Goal of the exercise ::
Below are records. Copy every line with "Right" in it.

[Data excerpts]
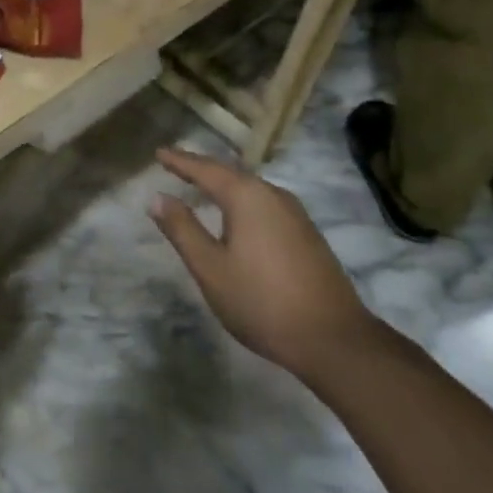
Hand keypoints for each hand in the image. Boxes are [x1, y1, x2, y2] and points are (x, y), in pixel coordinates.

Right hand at [149, 147, 378, 379]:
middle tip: (176, 165)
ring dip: (223, 184)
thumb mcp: (210, 268)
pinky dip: (242, 200)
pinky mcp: (307, 234)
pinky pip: (264, 203)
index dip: (179, 161)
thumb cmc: (262, 301)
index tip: (158, 152)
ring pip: (250, 188)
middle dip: (201, 168)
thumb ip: (182, 229)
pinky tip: (237, 215)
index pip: (204, 168)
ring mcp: (295, 213)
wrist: (335, 341)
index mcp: (246, 196)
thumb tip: (157, 197)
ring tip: (202, 185)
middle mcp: (272, 194)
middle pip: (229, 173)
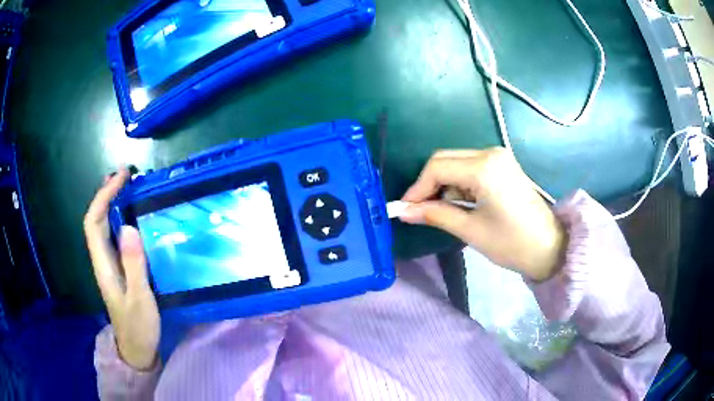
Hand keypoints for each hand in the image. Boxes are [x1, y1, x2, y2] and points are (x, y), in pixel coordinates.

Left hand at [84, 168, 159, 369]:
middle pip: (95, 220)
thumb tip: (129, 227)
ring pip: (103, 227)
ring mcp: (110, 264)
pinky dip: (120, 219)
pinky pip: (114, 237)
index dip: (103, 196)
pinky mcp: (119, 269)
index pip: (93, 222)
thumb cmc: (138, 326)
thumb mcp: (140, 299)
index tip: (121, 179)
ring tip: (127, 188)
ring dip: (111, 203)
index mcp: (103, 264)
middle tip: (125, 176)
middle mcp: (103, 259)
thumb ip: (134, 266)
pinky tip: (131, 216)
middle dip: (106, 193)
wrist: (137, 349)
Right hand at [400, 148, 566, 281]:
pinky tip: (456, 204)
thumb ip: (435, 215)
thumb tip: (403, 211)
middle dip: (428, 185)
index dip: (417, 189)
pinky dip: (458, 184)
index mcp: (484, 167)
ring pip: (456, 163)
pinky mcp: (502, 165)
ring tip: (436, 211)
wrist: (550, 247)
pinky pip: (470, 168)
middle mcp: (490, 153)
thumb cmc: (512, 243)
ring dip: (443, 185)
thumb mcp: (471, 230)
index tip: (404, 209)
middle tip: (417, 210)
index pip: (437, 167)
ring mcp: (498, 157)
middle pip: (445, 160)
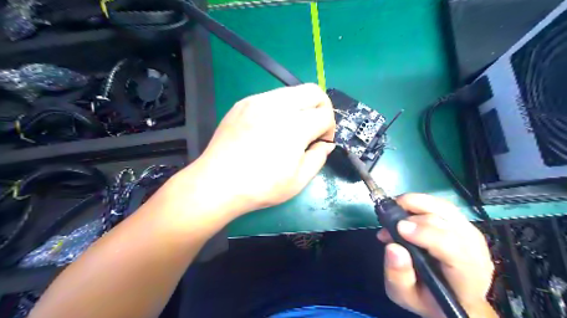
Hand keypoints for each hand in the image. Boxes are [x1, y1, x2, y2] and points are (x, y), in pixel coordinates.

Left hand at [188, 84, 334, 216]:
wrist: (217, 183)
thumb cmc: (260, 186)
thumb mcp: (298, 181)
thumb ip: (319, 157)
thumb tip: (325, 144)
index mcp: (295, 126)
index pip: (325, 114)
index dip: (329, 129)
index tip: (321, 143)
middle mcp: (278, 106)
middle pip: (313, 91)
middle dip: (321, 108)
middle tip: (314, 129)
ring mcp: (257, 101)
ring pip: (292, 91)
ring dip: (300, 107)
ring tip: (291, 129)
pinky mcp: (243, 103)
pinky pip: (271, 97)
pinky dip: (280, 108)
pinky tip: (270, 128)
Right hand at [376, 194, 496, 317]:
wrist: (452, 296)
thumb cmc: (429, 299)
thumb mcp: (406, 296)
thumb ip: (398, 276)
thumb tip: (393, 246)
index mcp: (466, 277)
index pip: (453, 249)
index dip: (426, 234)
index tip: (399, 227)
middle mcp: (475, 252)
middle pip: (447, 223)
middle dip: (412, 217)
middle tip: (388, 223)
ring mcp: (472, 235)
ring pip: (445, 208)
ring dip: (416, 203)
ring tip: (394, 208)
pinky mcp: (464, 224)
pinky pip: (443, 205)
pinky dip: (421, 202)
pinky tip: (406, 208)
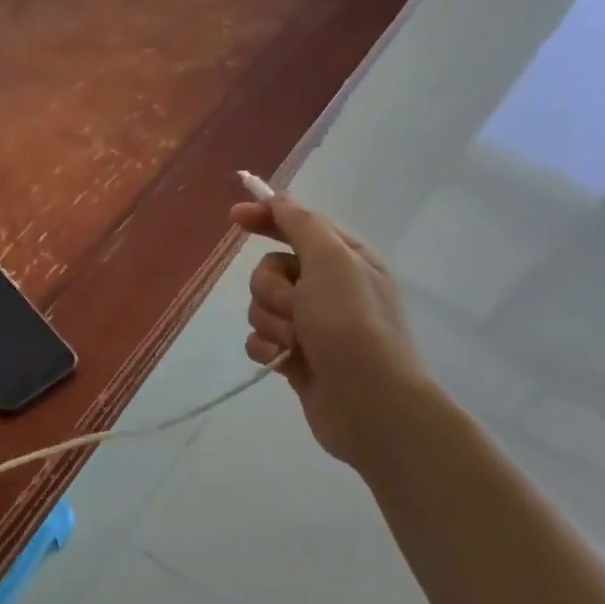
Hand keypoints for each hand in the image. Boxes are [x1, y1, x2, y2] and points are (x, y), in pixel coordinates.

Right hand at [229, 194, 432, 466]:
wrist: (370, 404)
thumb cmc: (353, 325)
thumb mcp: (332, 262)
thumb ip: (302, 226)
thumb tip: (280, 199)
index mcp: (346, 259)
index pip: (297, 225)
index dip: (266, 217)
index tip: (234, 216)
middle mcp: (329, 288)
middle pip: (271, 270)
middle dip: (272, 289)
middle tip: (297, 307)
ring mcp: (312, 325)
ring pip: (261, 306)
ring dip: (272, 322)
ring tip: (297, 342)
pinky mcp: (296, 356)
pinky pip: (260, 339)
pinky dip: (266, 348)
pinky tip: (283, 361)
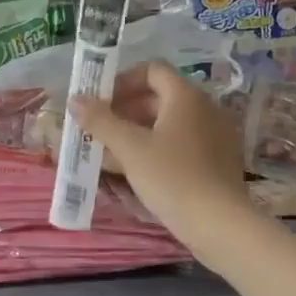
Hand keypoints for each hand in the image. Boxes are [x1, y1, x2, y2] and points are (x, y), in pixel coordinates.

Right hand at [72, 61, 248, 245]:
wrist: (221, 225)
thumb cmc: (172, 177)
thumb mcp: (130, 148)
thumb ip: (101, 120)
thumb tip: (75, 99)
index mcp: (186, 96)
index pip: (152, 70)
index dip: (122, 80)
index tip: (99, 100)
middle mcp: (204, 108)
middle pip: (158, 97)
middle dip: (124, 109)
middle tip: (97, 128)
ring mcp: (213, 136)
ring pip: (167, 123)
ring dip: (135, 131)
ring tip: (107, 151)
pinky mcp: (216, 161)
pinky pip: (179, 143)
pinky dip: (154, 148)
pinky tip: (133, 170)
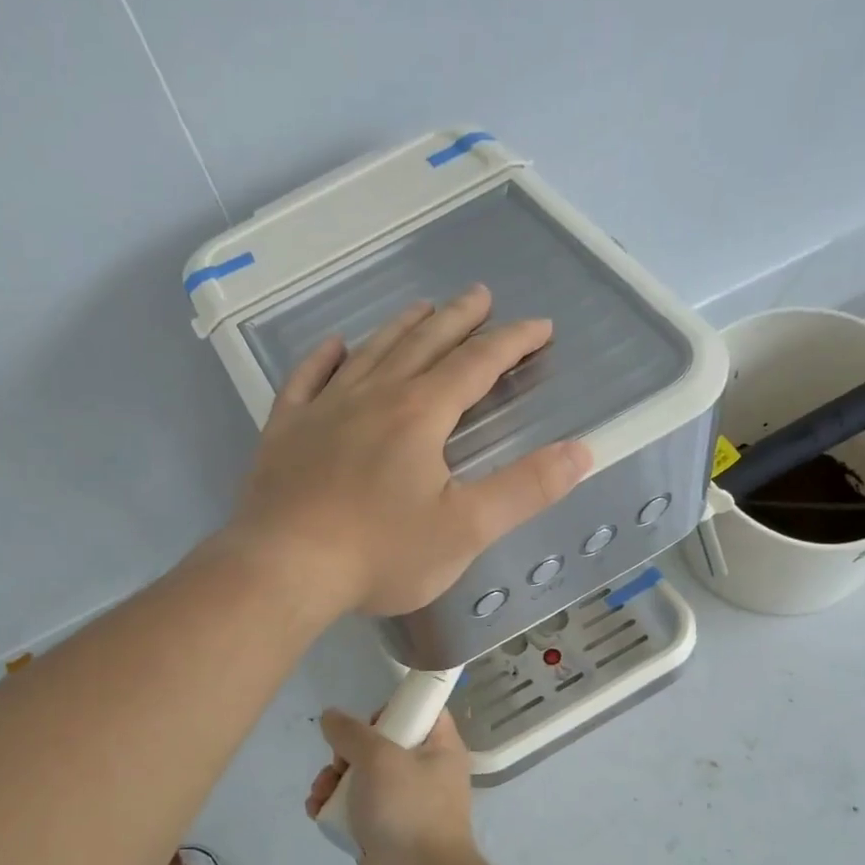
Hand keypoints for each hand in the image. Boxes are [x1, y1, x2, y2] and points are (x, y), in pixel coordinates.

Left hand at [228, 285, 590, 616]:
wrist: (283, 569)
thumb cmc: (380, 553)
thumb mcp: (465, 529)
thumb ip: (525, 489)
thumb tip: (581, 451)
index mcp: (420, 415)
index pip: (476, 365)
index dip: (512, 342)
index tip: (540, 327)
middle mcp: (373, 397)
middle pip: (423, 344)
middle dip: (458, 319)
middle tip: (480, 295)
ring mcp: (323, 410)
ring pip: (369, 354)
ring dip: (400, 328)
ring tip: (421, 308)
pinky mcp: (284, 431)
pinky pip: (305, 380)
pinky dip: (323, 358)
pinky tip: (334, 345)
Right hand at [306, 707, 478, 864]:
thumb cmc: (407, 809)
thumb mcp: (378, 757)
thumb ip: (351, 732)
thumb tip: (331, 716)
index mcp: (440, 749)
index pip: (422, 712)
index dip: (393, 709)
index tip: (368, 721)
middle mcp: (426, 773)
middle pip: (382, 744)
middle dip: (348, 752)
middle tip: (340, 763)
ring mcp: (404, 805)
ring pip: (362, 777)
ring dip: (334, 781)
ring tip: (321, 793)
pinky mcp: (383, 832)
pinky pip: (354, 808)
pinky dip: (334, 807)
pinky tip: (317, 811)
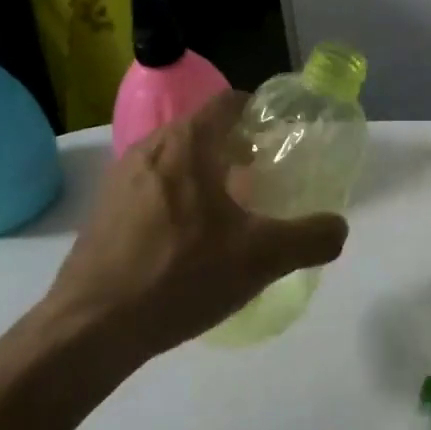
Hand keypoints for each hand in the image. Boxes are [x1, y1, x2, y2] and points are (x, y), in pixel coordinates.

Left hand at [48, 90, 348, 360]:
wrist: (91, 327)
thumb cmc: (180, 275)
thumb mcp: (261, 259)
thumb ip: (310, 238)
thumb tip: (338, 228)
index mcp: (187, 144)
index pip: (228, 102)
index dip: (258, 113)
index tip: (278, 140)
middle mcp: (150, 148)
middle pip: (202, 130)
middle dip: (234, 149)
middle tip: (261, 181)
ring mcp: (120, 178)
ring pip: (175, 160)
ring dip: (204, 174)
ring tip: (227, 214)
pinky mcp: (103, 210)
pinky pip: (151, 187)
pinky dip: (176, 198)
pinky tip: (187, 242)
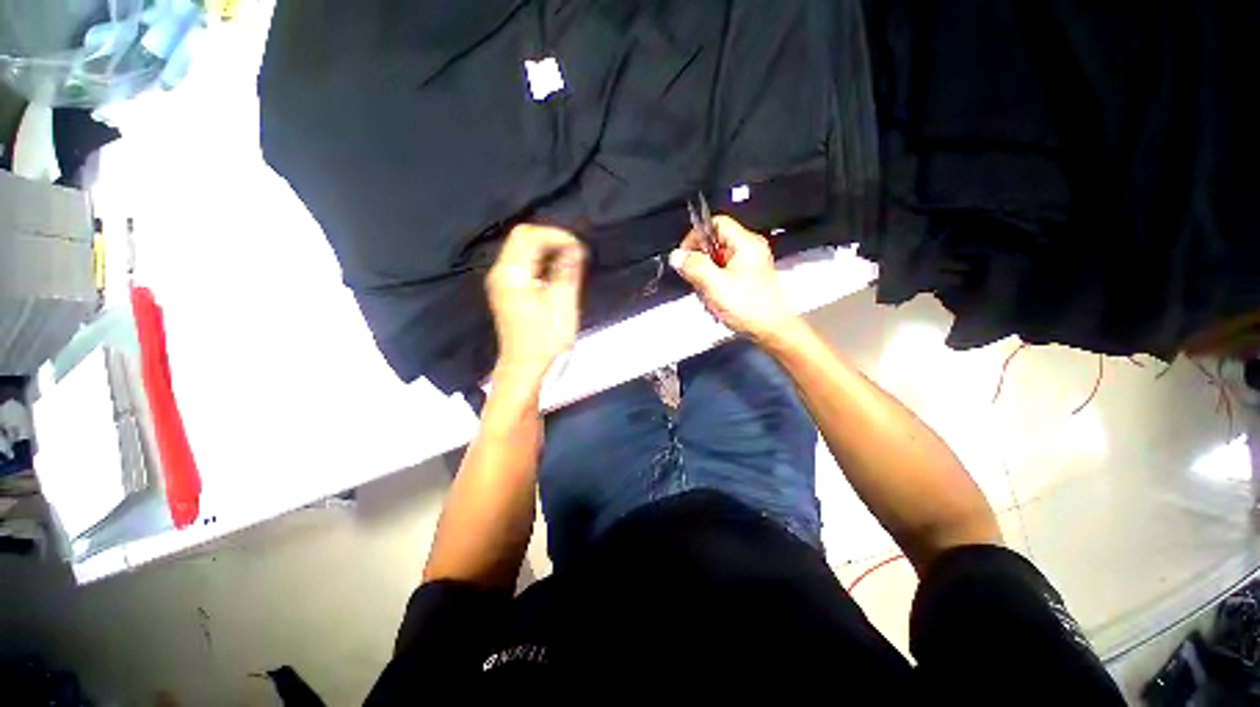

Output of the task ::
Right hand at [149, 147, 378, 379]:
Right hand at [400, 148, 566, 281]:
Right hand at [376, 194, 496, 317]:
Right hand at [229, 194, 432, 466]:
Right hand at [72, 61, 248, 245]:
Right hand at [306, 707, 478, 864]:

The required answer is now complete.